Sen. Walt Helmick, D-Pocahontas, contacted people in his district to make sure they were safe, according to Tom Susman, the spokesman for Helmick's campaign for agriculture commissioner.

"Elections come and go, and this is a pretty dangerous situation, so we don't want people out knocking on doors," Susman said. "People need to realize this is not about elections; it's about people taking care of their friends and family, and there is plenty of time for campaigning in the future, so let's be safe."

The Republican candidate for agriculture commissioner, Kent Leonhardt, also issued a statement Oct. 27 about putting politics aside.

"The first priority for Kent Leonhardt and his campaign is to put politics aside and make sure we are doing all that we can to ensure citizens and farms affected by the hurricane and snow are both safe and have the appropriate resources like water, food and backup electricity where needed," said Leonhardt's campaign spokesman William Ward Wyatt. "This will always surpass traditional politicking, even leading into the final days of this election cycle."
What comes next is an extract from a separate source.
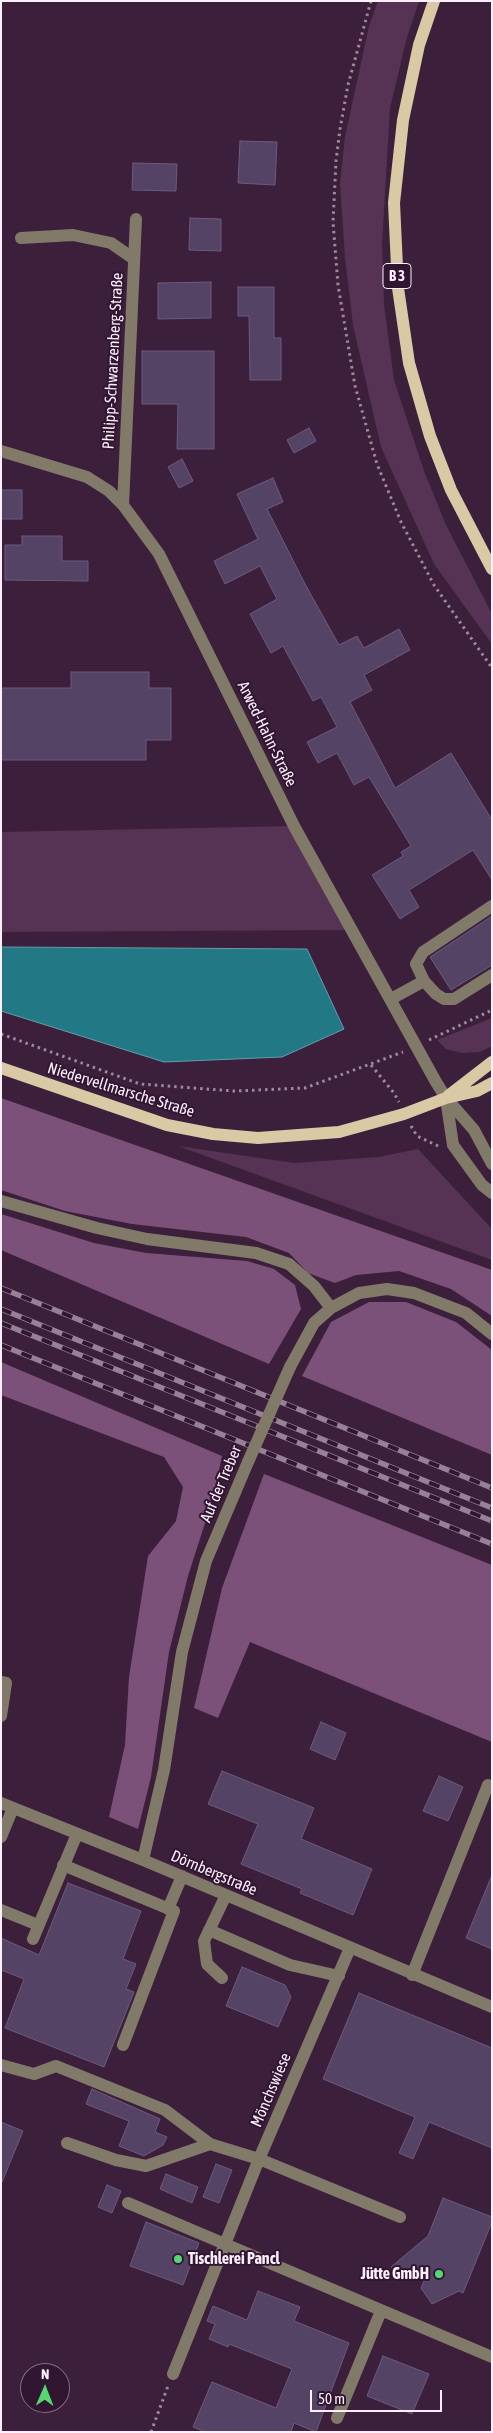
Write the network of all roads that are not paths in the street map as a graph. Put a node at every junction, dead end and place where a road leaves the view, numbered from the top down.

Sen. Mike Hall, R-Putnam, is running for treasurer, and his campaign spokeswoman Ashley Deem said the campaign has stayed consistent, and the state's top priority is ensuring the safety of its residence along with power restoration efforts.
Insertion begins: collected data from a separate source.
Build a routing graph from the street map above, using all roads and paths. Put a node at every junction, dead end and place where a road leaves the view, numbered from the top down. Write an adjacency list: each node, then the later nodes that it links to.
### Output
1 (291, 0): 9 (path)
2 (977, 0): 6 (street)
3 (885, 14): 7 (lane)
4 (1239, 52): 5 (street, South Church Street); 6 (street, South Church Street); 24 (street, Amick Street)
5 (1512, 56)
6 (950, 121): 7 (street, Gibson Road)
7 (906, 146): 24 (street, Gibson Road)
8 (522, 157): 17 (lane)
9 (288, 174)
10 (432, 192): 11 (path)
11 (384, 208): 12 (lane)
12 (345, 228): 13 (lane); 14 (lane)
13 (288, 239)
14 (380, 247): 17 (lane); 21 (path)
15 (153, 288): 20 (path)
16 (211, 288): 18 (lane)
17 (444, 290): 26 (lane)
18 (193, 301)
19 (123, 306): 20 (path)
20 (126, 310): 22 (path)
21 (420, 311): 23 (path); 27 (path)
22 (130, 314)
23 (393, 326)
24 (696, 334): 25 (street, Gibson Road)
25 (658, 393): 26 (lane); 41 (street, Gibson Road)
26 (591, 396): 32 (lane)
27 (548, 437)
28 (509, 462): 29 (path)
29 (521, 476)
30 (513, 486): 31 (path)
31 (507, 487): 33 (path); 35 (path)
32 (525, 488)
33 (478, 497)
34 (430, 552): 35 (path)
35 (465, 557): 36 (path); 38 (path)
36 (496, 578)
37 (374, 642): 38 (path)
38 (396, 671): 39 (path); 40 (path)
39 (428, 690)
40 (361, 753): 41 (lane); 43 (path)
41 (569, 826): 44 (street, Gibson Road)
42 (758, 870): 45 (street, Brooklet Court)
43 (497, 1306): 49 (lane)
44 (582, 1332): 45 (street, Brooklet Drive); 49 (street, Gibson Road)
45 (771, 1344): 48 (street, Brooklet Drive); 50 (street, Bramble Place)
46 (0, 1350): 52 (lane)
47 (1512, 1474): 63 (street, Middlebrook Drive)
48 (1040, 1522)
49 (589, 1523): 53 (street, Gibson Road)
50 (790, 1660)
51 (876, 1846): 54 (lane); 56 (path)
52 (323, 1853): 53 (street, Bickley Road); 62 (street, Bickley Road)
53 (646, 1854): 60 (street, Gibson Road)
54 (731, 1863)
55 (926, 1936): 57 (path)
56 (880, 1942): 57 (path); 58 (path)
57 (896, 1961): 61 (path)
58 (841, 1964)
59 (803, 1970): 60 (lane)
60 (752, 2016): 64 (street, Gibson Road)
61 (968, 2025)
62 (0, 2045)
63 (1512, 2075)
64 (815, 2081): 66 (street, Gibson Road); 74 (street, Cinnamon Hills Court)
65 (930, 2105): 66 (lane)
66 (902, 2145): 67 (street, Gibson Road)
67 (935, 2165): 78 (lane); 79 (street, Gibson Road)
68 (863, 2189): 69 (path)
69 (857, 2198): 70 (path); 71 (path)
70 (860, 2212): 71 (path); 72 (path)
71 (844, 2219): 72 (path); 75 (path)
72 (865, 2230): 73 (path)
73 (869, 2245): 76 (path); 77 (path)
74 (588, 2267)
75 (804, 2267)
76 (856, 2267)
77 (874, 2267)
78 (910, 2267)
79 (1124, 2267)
"Mike has been on the road meeting with voters for several months," she said. "One day of inclement weather won't derail his momentum.

"We have had to make slight adjustments to paid media efforts, but due to the early predictions of this storm, we were able to assess and make those changes over the weekend."

Patrick Morrisey, Republican candidate for Attorney General who lives in the Eastern Panhandle, which was one of the hardest-hit areas in West Virginia, said he asked campaign volunteers to stay safe first and foremost.

"We are still working, although the treacherous conditions mean that you have to use good judgment about traveling," Morrisey said. "Our campaign postponed several of the events we had scheduled for yesterday and today so that people could focus on this destructive storm."

Sen. Joe Manchin, D-W.Va., also suspended his campaign activities to focus on his constituents. His campaign spokeswoman, Kathy Cosco, said the campaign staff has shifted its efforts as well.

"We're planning to participate in food drives and events with the Red Cross until it's appropriate to resume campaign activity," Cosco said.